Não sou marxista, nem pretendo aqui politizar a questão da segurança do paciente, mas creio que foi iluminada a concepção de Marx sobre a relação entre consciência e meios de produção: “o modo de produção da vida material condiciona o processo da vida social, política e espiritual em geral. Não é a consciência do homem que determina seu ser, mas, ao contrário é o ser social que determina sua consciência” (1). De forma mais didática: “o moinho movido a braço engendra a sociedade dos senhores feudais; o moinho a vapor, a sociedade dos capitalistas industriais”(2).
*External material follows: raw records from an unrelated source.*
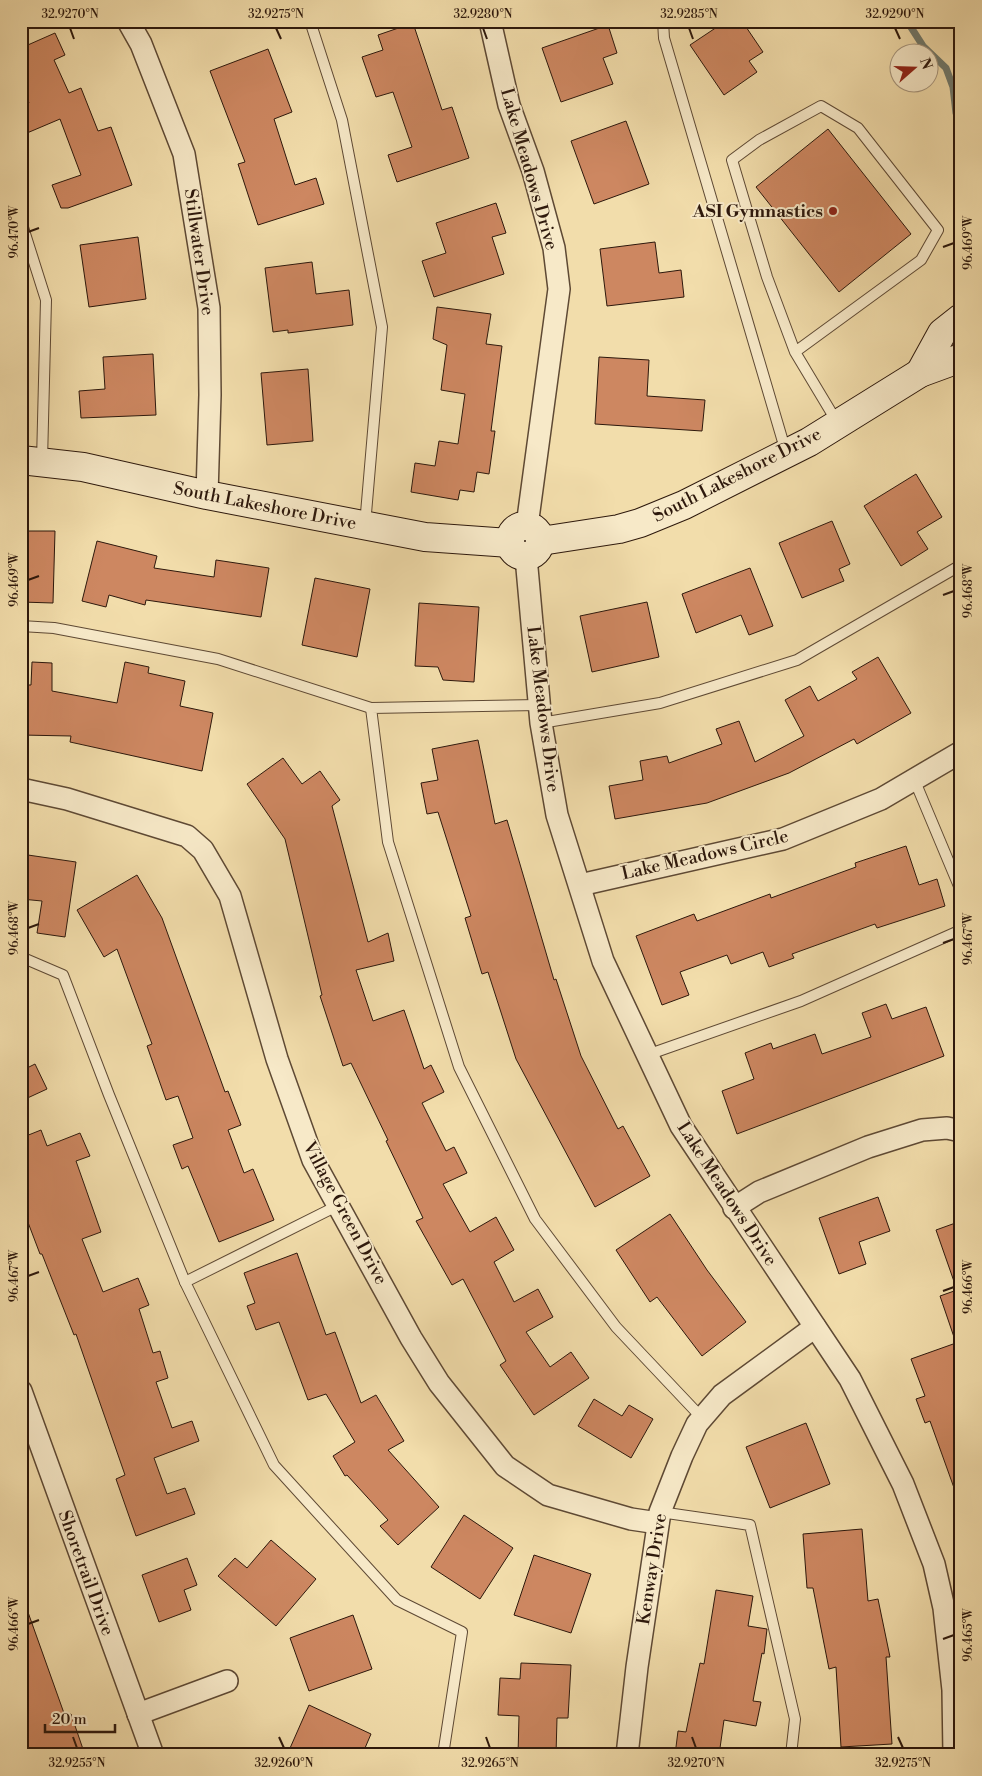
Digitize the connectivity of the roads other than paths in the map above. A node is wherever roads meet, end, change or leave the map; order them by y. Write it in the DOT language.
graph roads {
  1 [pos="128,21"];
  2 [pos="310,21"];
  3 [pos="490,21"];
  4 [pos="663,21"];
  5 [pos="21,221"];
  6 [pos="961,318"];
  7 [pos="795,352"];
  8 [pos="961,358"];
  9 [pos="920,373"];
  10 [pos="838,424"];
  11 [pos="786,453"];
  12 [pos="31,461"];
  13 [pos="207,495"];
  14 [pos="364,526"];
  15 [pos="526,541"];
  16 [pos="961,565"];
  17 [pos="21,626"];
  18 [pos="371,708"];
  19 [pos="540,714"];
  20 [pos="961,752"];
  21 [pos="914,780"];
  22 [pos="21,789"];
  23 [pos="580,884"];
  24 [pos="961,891"];
  25 [pos="961,930"];
  26 [pos="21,957"];
  27 [pos="647,1055"];
  28 [pos="961,1131"];
  29 [pos="339,1205"];
  30 [pos="734,1208"];
  31 [pos="185,1282"];
  32 [pos="815,1327"];
  33 [pos="22,1398"];
  34 [pos="702,1418"];
  35 [pos="659,1518"];
  36 [pos="227,1681"];
  37 [pos="138,1714"];
  38 [pos="153,1755"];
  39 [pos="442,1755"];
  40 [pos="627,1755"];
  41 [pos="791,1755"];
  42 [pos="954,1755"];
  1 -- 13 [label="street, Stillwater Drive"];
  2 -- 14 [label="lane"];
  3 -- 15 [label="street, Lake Meadows Drive"];
  4 -- 11 [label="lane"];
  5 -- 12 [label="lane"];
  6 -- 9 [label="street, South Lakeshore Drive"];
  7 -- 7 [label="lane"];
  7 -- 10 [label="lane"];
  8 -- 9 [label="street, South Lakeshore Drive"];
  9 -- 10 [label="street, South Lakeshore Drive"];
  10 -- 11 [label="street, South Lakeshore Drive"];
  11 -- 15 [label="street, South Lakeshore Drive"];
  12 -- 13 [label="street, South Lakeshore Drive"];
  13 -- 14 [label="street, South Lakeshore Drive"];
  14 -- 15 [label="street, South Lakeshore Drive"];
  15 -- 19 [label="street, Lake Meadows Drive"];
  16 -- 19 [label="lane"];
  17 -- 18 [label="lane"];
  18 -- 19 [label="lane"];
  18 -- 34 [label="lane"];
  19 -- 23 [label="street, Lake Meadows Drive"];
  20 -- 21 [label="street, Lake Meadows Circle"];
  21 -- 23 [label="street, Lake Meadows Circle"];
  21 -- 24 [label="lane"];
  22 -- 29 [label="street, Village Green Drive"];
  23 -- 27 [label="street, Lake Meadows Drive"];
  25 -- 27 [label="lane"];
  26 -- 31 [label="lane"];
  27 -- 30 [label="street, Lake Meadows Drive"];
  28 -- 30 [label="street"];
  29 -- 31 [label="lane"];
  29 -- 35 [label="street, Village Green Drive"];
  30 -- 32 [label="street, Lake Meadows Drive"];
  31 -- 39 [label="lane"];
  32 -- 34 [label="street, Kenway Drive"];
  32 -- 42 [label="street, Lake Meadows Drive"];
  33 -- 37 [label="street, Shoretrail Drive"];
  34 -- 35 [label="street, Kenway Drive"];
  35 -- 40 [label="street, Kenway Drive"];
  35 -- 41 [label="lane"];
  36 -- 37 [label="street"];
  37 -- 38 [label="street, Shoretrail Drive"];
}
Barreiras à segurança do paciente
O fato é que não estamos conseguindo engendrar valores e comprometimento duradouros e sólidos com a questão da segurança assistencial. E isso, sem diminuir a importância do engajamento individual do profissional de saúde, tem raízes mais antigas e mais profundas, vinculadas à lógica de produção que – tento – descrever abaixo:
- Valorização da produção individual em detrimento do resultado coletivo. Um exemplo conhecido por todos os gestores hospitalares é o caso do cirurgião que, por seu elevado volume cirúrgico, possui alta representação na receita hospitalar, mas que não adere sistematicamente às boas práticas de segurança. O resultado coletivo piora: as taxas de infecção, reinternação, tempo de permanência costumam aumentar. Infelizmente, a pressão econômica oferece palco para uma tolerância excessiva com práticas inadequadas e abusivas na maioria dos hospitais;
- Assimetria de informação entre os atores da saúde (operadoras, prestadores e pacientes). A comparabilidade no setor é muito limitada. Não possuímos, de forma aberta e homogeneamente mensurável, indicadores que permitam a seleção de prestadores ou operadoras pelos pacientes. Mesmo com tentativas de agências reguladoras ou dos governos, as dificuldades metodológicas costumam dificultar substancialmente a validade destas comparações. Mesmo quando se conseguem indicadores confiáveis, os mesmos geram distorções importantes na forma como os profissionais de saúde se relacionam com seus pacientes, buscando melhores pontuações de comparação em detrimento das necessidades dos mesmos (3).
- Estímulos econômicos perversos. Infelizmente a perversão dos estímulos econômicos ainda é realidade em nosso setor. Embora seja largamente conhecido que os eventos adversos gerem custos desnecessários ao sistema e comprometam sua sustentabilidade, a ocorrência de eventos pode ser benéfica financeiramente em curto prazo para o prestador. Especialmente em cenários de ociosidade de estrutura instalada (o que é relativamente comum no panorama privado), basta que haja cobertura dos custos variáveis para que os tratamentos adicionais decorrentes de um evento adverso se tornem economicamente interessantes (4).
Não haverá saída fácil nem imediata, mas todas elas têm em comum a necessidade de maior diálogo entre prestadores, pacientes e operadoras. Para que a qualidade da assistência seja – de fato – um diferencial competitivo, ela precisa ser vista: indicadores devem ser publicados; selos de acreditação merecem ser progressivamente mais valorizados e a competição deve se deslocar do resultado financeiro individual para o resultado financeiro coletivo, que – neste caso – coincide com o desempenho assistencial. Só então poderemos dizer que possuímos – com orgulho – um sistema de saúde.